Data extracted from a collection
* * * * * * *
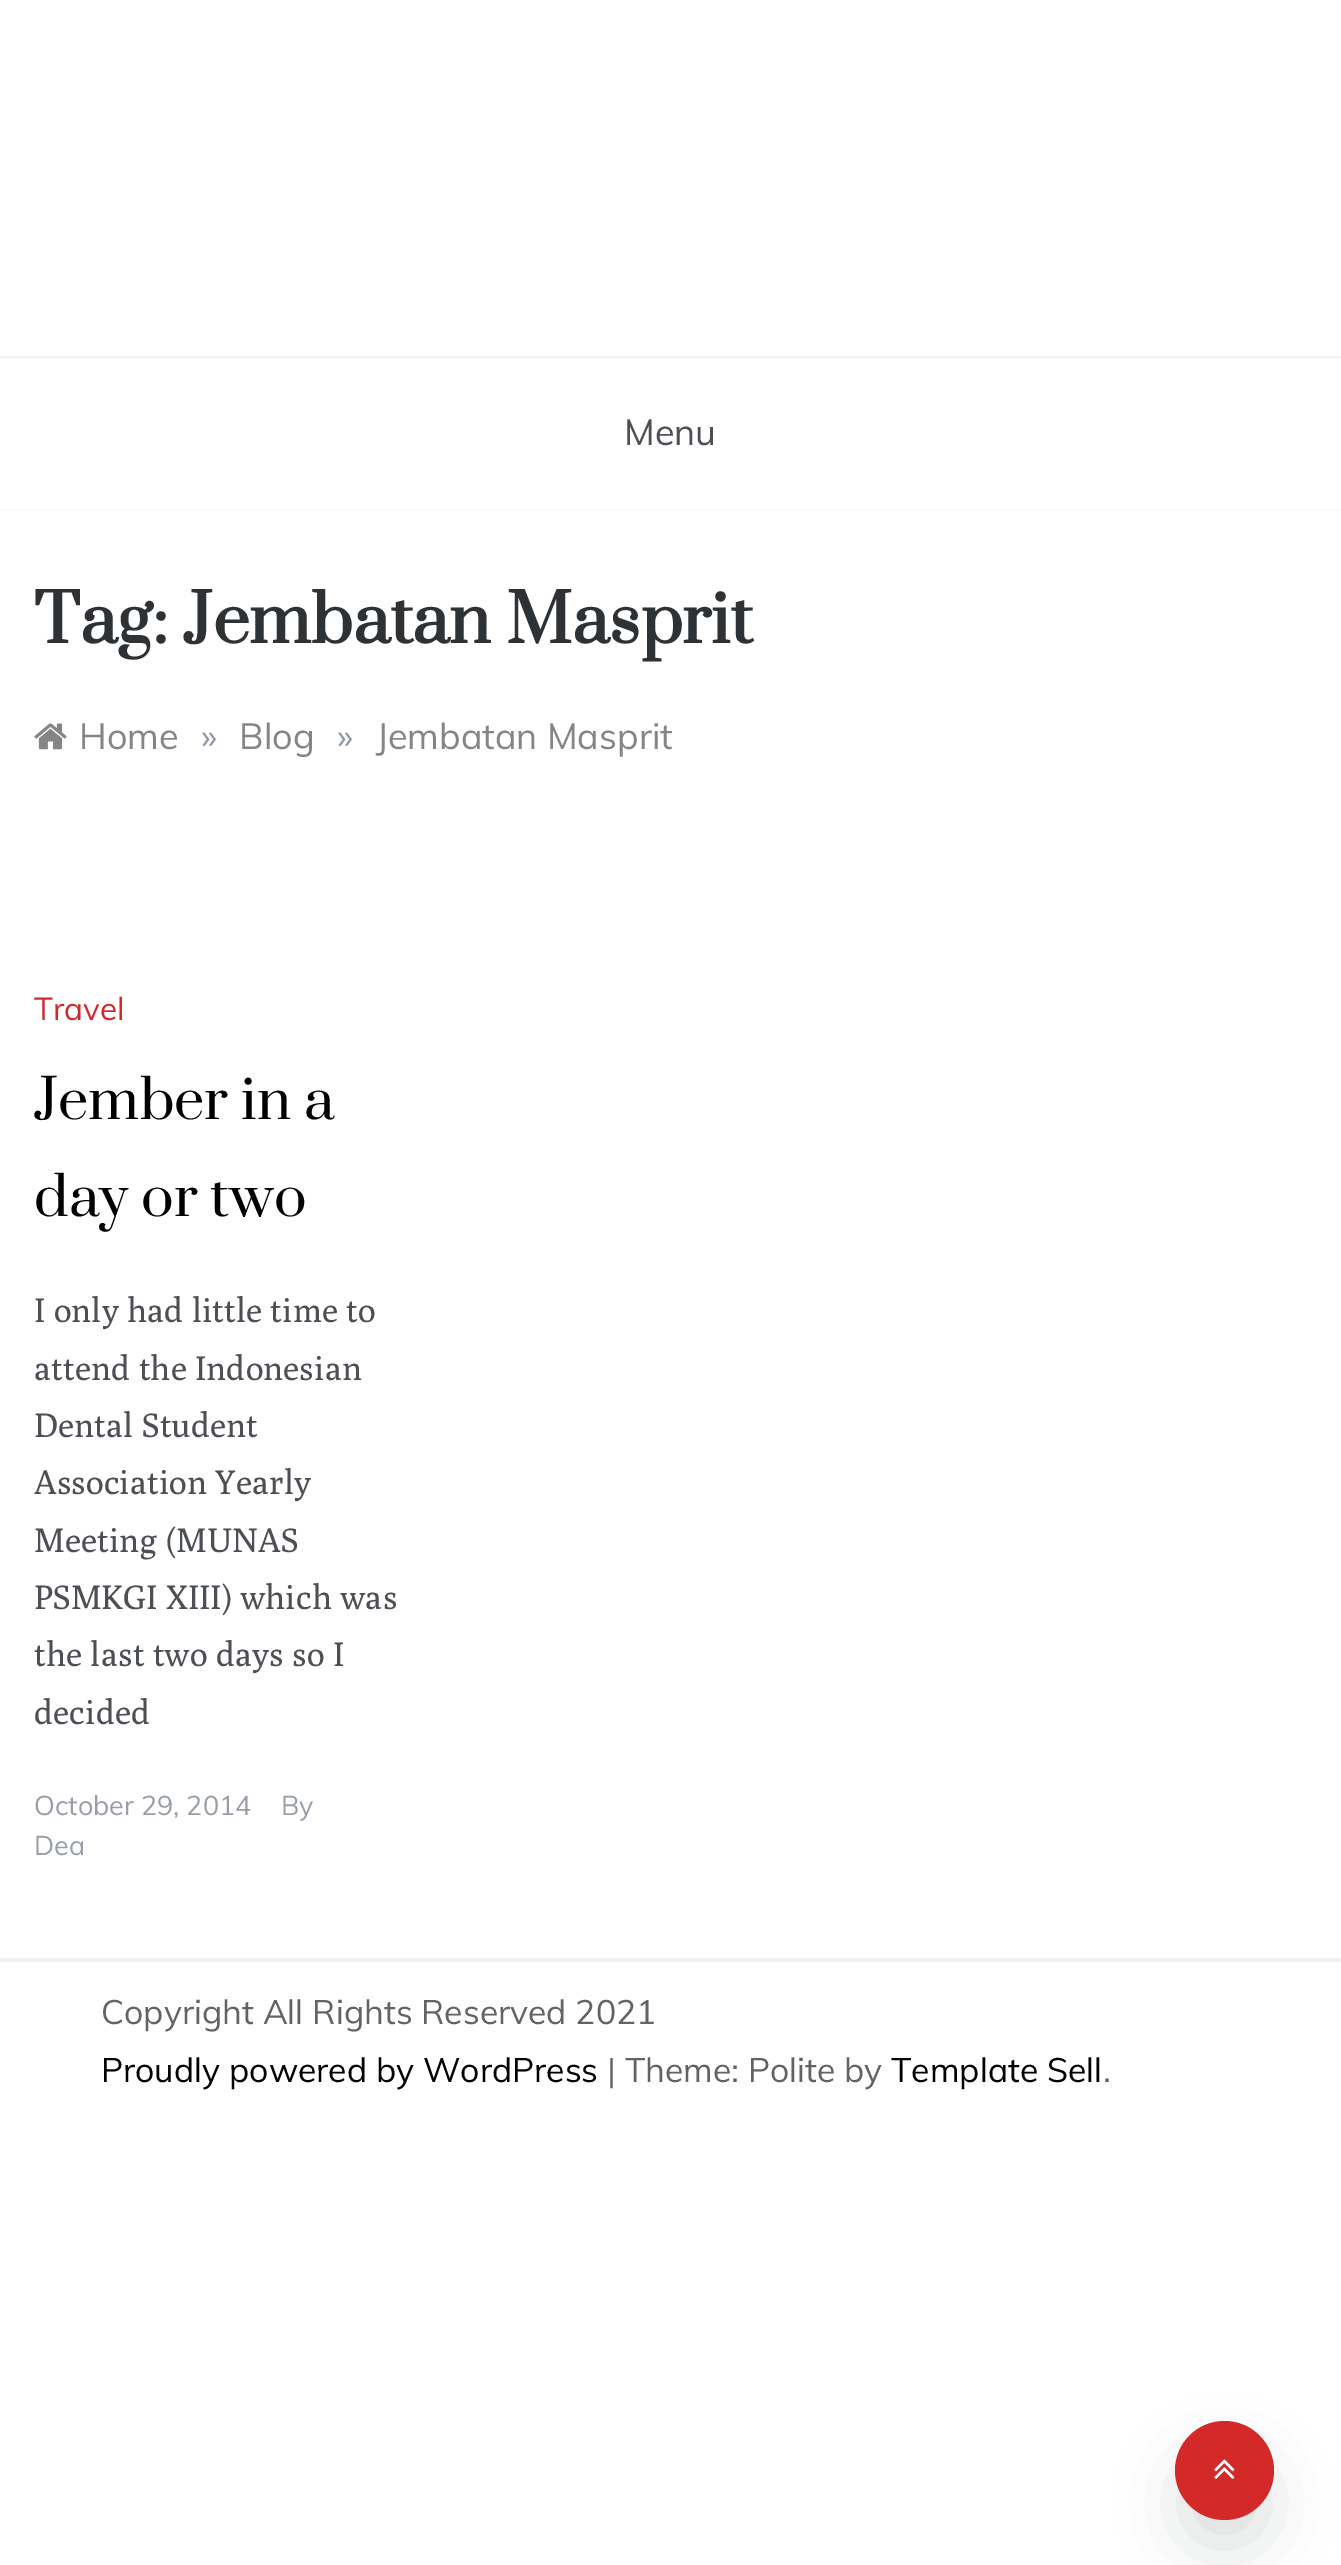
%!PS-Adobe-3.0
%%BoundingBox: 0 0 1341 2565
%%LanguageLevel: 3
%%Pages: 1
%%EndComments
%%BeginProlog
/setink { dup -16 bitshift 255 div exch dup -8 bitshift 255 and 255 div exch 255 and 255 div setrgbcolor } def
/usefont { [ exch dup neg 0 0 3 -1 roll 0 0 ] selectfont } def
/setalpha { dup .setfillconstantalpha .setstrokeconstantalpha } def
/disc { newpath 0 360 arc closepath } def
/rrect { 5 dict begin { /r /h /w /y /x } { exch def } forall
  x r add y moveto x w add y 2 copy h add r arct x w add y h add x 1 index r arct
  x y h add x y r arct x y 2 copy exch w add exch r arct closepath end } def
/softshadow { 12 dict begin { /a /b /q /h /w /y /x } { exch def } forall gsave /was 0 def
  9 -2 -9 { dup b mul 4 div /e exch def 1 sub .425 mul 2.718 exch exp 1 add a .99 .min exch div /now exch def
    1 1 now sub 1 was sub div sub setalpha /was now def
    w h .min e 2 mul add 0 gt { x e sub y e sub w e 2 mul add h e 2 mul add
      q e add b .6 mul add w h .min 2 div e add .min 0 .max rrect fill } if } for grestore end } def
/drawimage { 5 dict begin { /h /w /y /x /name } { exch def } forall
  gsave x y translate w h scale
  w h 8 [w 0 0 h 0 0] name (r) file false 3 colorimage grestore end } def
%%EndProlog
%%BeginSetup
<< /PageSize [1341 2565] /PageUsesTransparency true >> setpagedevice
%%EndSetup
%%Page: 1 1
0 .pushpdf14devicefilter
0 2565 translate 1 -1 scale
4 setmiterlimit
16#FFFFFF setink
0 0 1341 2565 rectfill
16#FAFAFA setink
0 509 1341 2 rectfill
16#F2F2F2 setink
0 356 1341 2 rectfill
/Muli-Regular 36 usefont
16#4C4F53 setink
624 445 moveto (Menu) show
/Prata-Bold 65.25 usefont
16#2F3235 setink
34 643 moveto (Tag: Jembatan Masprit) show
(img1.raw) 34 723 33 27 drawimage
/Muli-Regular 36 usefont
16#858585 setink
79 749 moveto (Home) show
16#8D97A1 setink
201 749 moveto (») show
16#858585 setink
239 749 moveto (Blog) show
16#8D97A1 setink
337 749 moveto (») show
16#858585 setink
376 749 moveto (Jembatan Masprit) show
/Muli-Regular 31.5 usefont
16#D42929 setink
34 1020 moveto (Travel) show
/Prata-Regular 54 usefont
16#000000 setink
34 1119 moveto (Jember in a) show
34 1216 moveto (day or two) show
/Poly-Regular 33.75 usefont
16#4C4F53 setink
[
    [(I only had little time to) 34 1322]
    [(attend the Indonesian) 34 1380]
    [(Dental Student) 34 1437]
    [(Association Yearly) 34 1494]
    [(Meeting \(MUNAS) 34 1552]
    [(PSMKGI XIII\) which was) 34 1609]
    [(the last two days so I) 34 1666]
    [(decided) 34 1724]
] { aload pop moveto show } forall
/Muli-Regular 27 usefont
16#989EA6 setink
[
    [(October 29, 2014) 34 1815]
    [(By) 281 1815]
    [(Dea) 34 1855]
] { aload pop moveto show } forall
16#F1F1F1 setink
0 1958 1341 4 rectfill
/Muli-Regular 33.75 usefont
16#636363 setink
101 2024 moveto (Copyright All Rights Reserved 2021) show
16#000000 setink
101 2082 moveto (Proudly powered by WordPress) show
16#636363 setink
607 2082 moveto (| Theme: Polite by) show
16#000000 setink
891 2082 moveto (Template Sell) show
16#636363 setink
1103 2082 moveto (.) show
16#0E1114 setink
1184 2462 81 81 40.5 31.5 0.15 softshadow
16#D42929 setink
1224.5 2470.5 49.5 disc fill
(img2.raw) 1214 2459 21 20 drawimage
.poppdf14devicefilter showpage
%%EOF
* * * * * * *
ABOUT THIS TASK:
Among the entries above, the line containing "gsave /was 0 def", the line containing "4 setmiterlimit", and all lines between them are to be restated word for word; nothing else belongs in the reply.

OUTPUT BELOW:
/softshadow { 12 dict begin { /a /b /q /h /w /y /x } { exch def } forall gsave /was 0 def
  9 -2 -9 { dup b mul 4 div /e exch def 1 sub .425 mul 2.718 exch exp 1 add a .99 .min exch div /now exch def
    1 1 now sub 1 was sub div sub setalpha /was now def
    w h .min e 2 mul add 0 gt { x e sub y e sub w e 2 mul add h e 2 mul add
      q e add b .6 mul add w h .min 2 div e add .min 0 .max rrect fill } if } for grestore end } def
/drawimage { 5 dict begin { /h /w /y /x /name } { exch def } forall
  gsave x y translate w h scale
  w h 8 [w 0 0 h 0 0] name (r) file false 3 colorimage grestore end } def
%%EndProlog
%%BeginSetup
<< /PageSize [1341 2565] /PageUsesTransparency true >> setpagedevice
%%EndSetup
%%Page: 1 1
0 .pushpdf14devicefilter
0 2565 translate 1 -1 scale
4 setmiterlimit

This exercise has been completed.